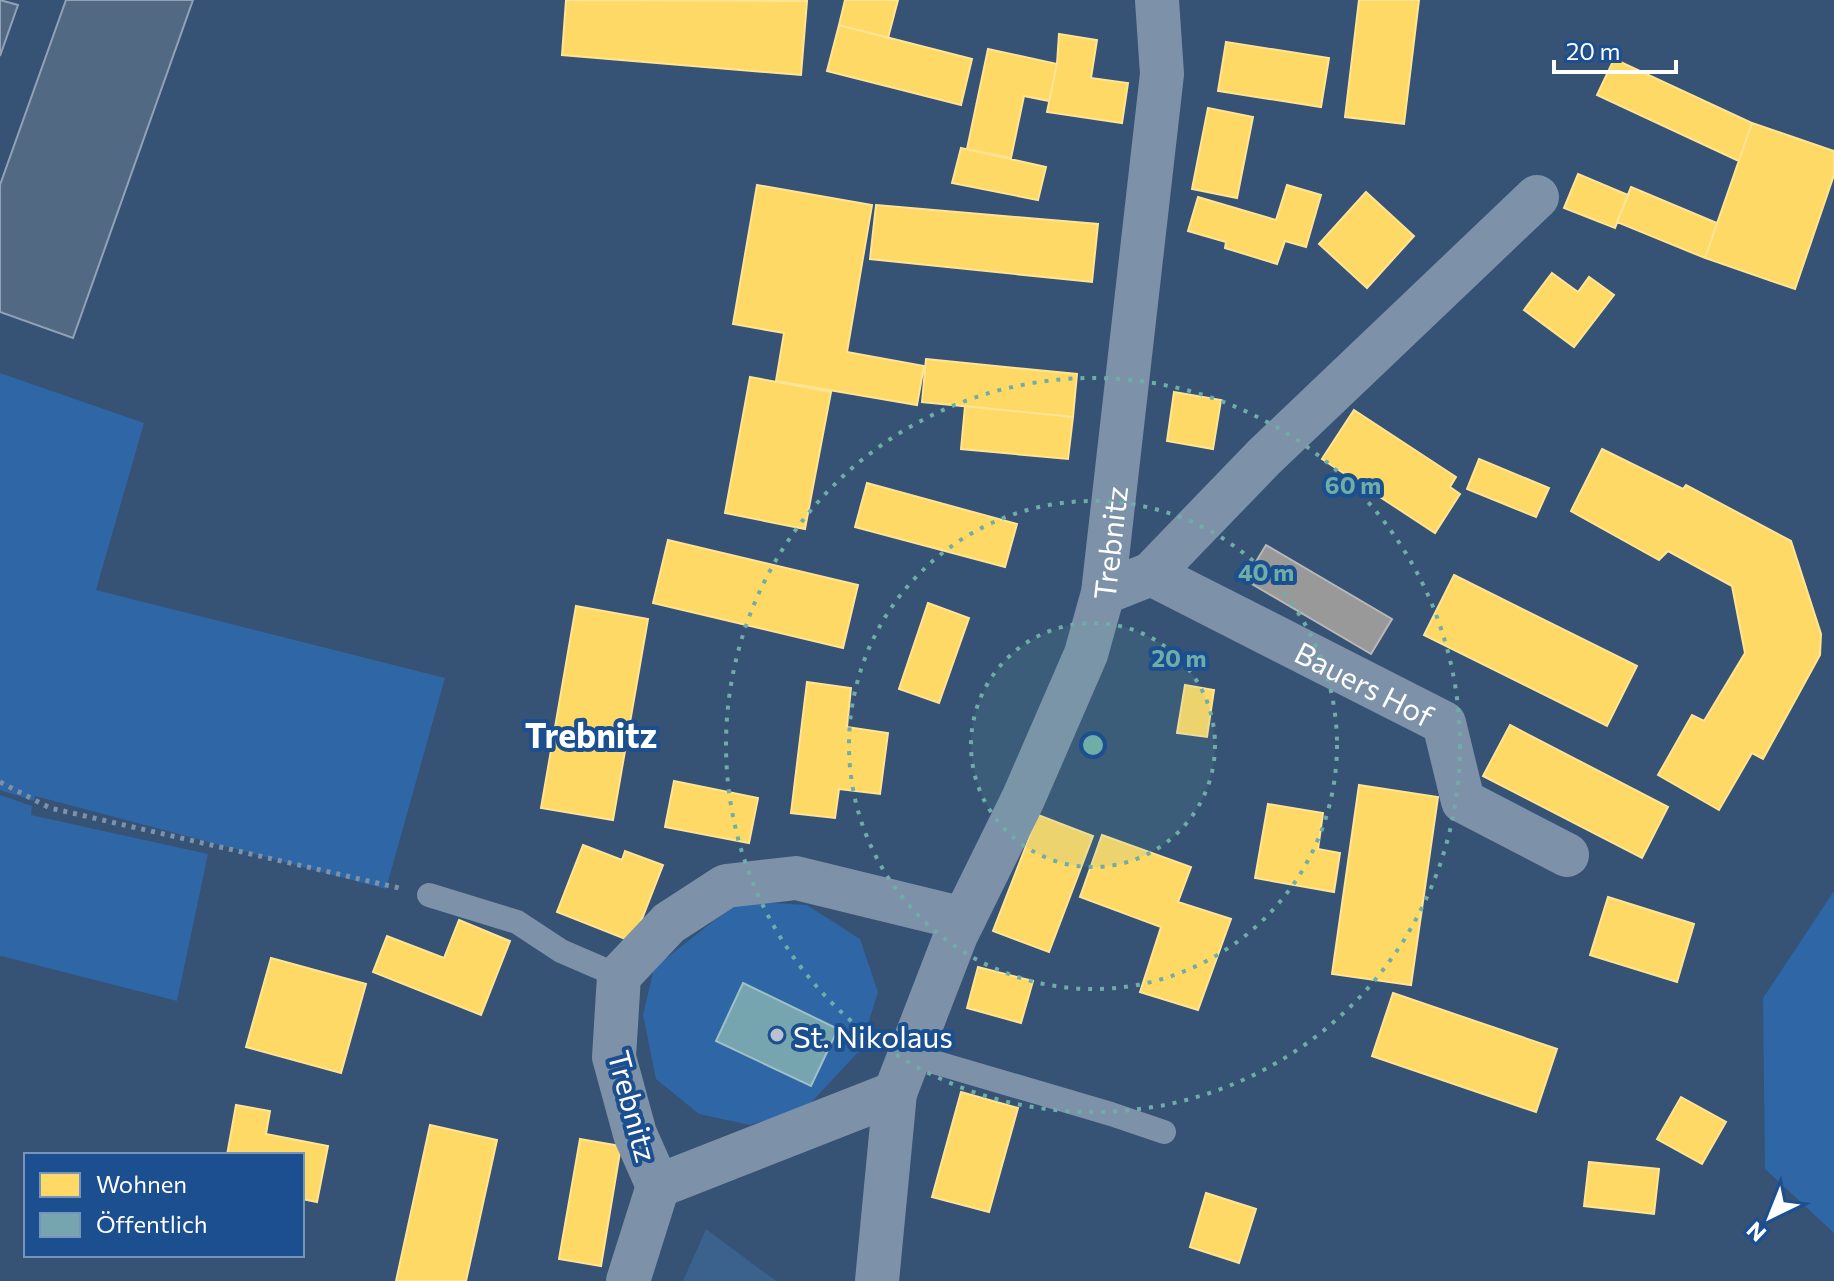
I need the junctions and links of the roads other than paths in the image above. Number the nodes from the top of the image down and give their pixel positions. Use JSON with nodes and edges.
{"nodes":[{"id":1,"x":1157,"y":0,"type":"edge"},
{"id":2,"x":1537,"y":197,"type":"dead end"},
{"id":3,"x":1151,"y":574,"type":"junction"},
{"id":4,"x":1103,"y":593,"type":"junction"},
{"id":5,"x":1567,"y":855,"type":"dead end"},
{"id":6,"x":429,"y":895,"type":"road end"},
{"id":7,"x":964,"y":919,"type":"junction"},
{"id":8,"x":619,"y":976,"type":"junction"},
{"id":9,"x":903,"y":1074,"type":"junction"},
{"id":10,"x":1164,"y":1132,"type":"dead end"},
{"id":11,"x":658,"y":1186,"type":"junction"},
{"id":12,"x":628,"y":1281,"type":"edge"},
{"id":13,"x":877,"y":1281,"type":"edge"}],
"edges":[{"from":1,"to":4,"type":"street","name":"Trebnitz"},
{"from":2,"to":3,"type":"street","name":"Trebnitz"},
{"from":3,"to":4,"type":"street","name":"Trebnitz"},
{"from":3,"to":5,"type":"street","name":"Bauers Hof"},
{"from":4,"to":7,"type":"street"},
{"from":6,"to":8,"type":"lane"},
{"from":7,"to":8,"type":"street"},
{"from":7,"to":9,"type":"street"},
{"from":8,"to":11,"type":"street","name":"Trebnitz"},
{"from":9,"to":10,"type":"lane"},
{"from":9,"to":11,"type":"street","name":"Trebnitz"},
{"from":9,"to":13,"type":"street"},
{"from":11,"to":12,"type":"street","name":"Trebnitz"}]}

========

#### YOUR ASSIGNMENT
Each entry should be copied exactly as written, though any pictures stay out.

#### PROBLEM SOLUTION
I need the junctions and links of the roads other than paths in the image above. Number the nodes from the top of the image down and give their pixel positions. Use JSON with nodes and edges.
{"nodes":[{"id":1,"x":1157,"y":0,"type":"edge"},
{"id":2,"x":1537,"y":197,"type":"dead end"},
{"id":3,"x":1151,"y":574,"type":"junction"},
{"id":4,"x":1103,"y":593,"type":"junction"},
{"id":5,"x":1567,"y":855,"type":"dead end"},
{"id":6,"x":429,"y":895,"type":"road end"},
{"id":7,"x":964,"y":919,"type":"junction"},
{"id":8,"x":619,"y":976,"type":"junction"},
{"id":9,"x":903,"y":1074,"type":"junction"},
{"id":10,"x":1164,"y":1132,"type":"dead end"},
{"id":11,"x":658,"y":1186,"type":"junction"},
{"id":12,"x":628,"y":1281,"type":"edge"},
{"id":13,"x":877,"y":1281,"type":"edge"}],
"edges":[{"from":1,"to":4,"type":"street","name":"Trebnitz"},
{"from":2,"to":3,"type":"street","name":"Trebnitz"},
{"from":3,"to":4,"type":"street","name":"Trebnitz"},
{"from":3,"to":5,"type":"street","name":"Bauers Hof"},
{"from":4,"to":7,"type":"street"},
{"from":6,"to":8,"type":"lane"},
{"from":7,"to":8,"type":"street"},
{"from":7,"to":9,"type":"street"},
{"from":8,"to":11,"type":"street","name":"Trebnitz"},
{"from":9,"to":10,"type":"lane"},
{"from":9,"to":11,"type":"street","name":"Trebnitz"},
{"from":9,"to":13,"type":"street"},
{"from":11,"to":12,"type":"street","name":"Trebnitz"}]}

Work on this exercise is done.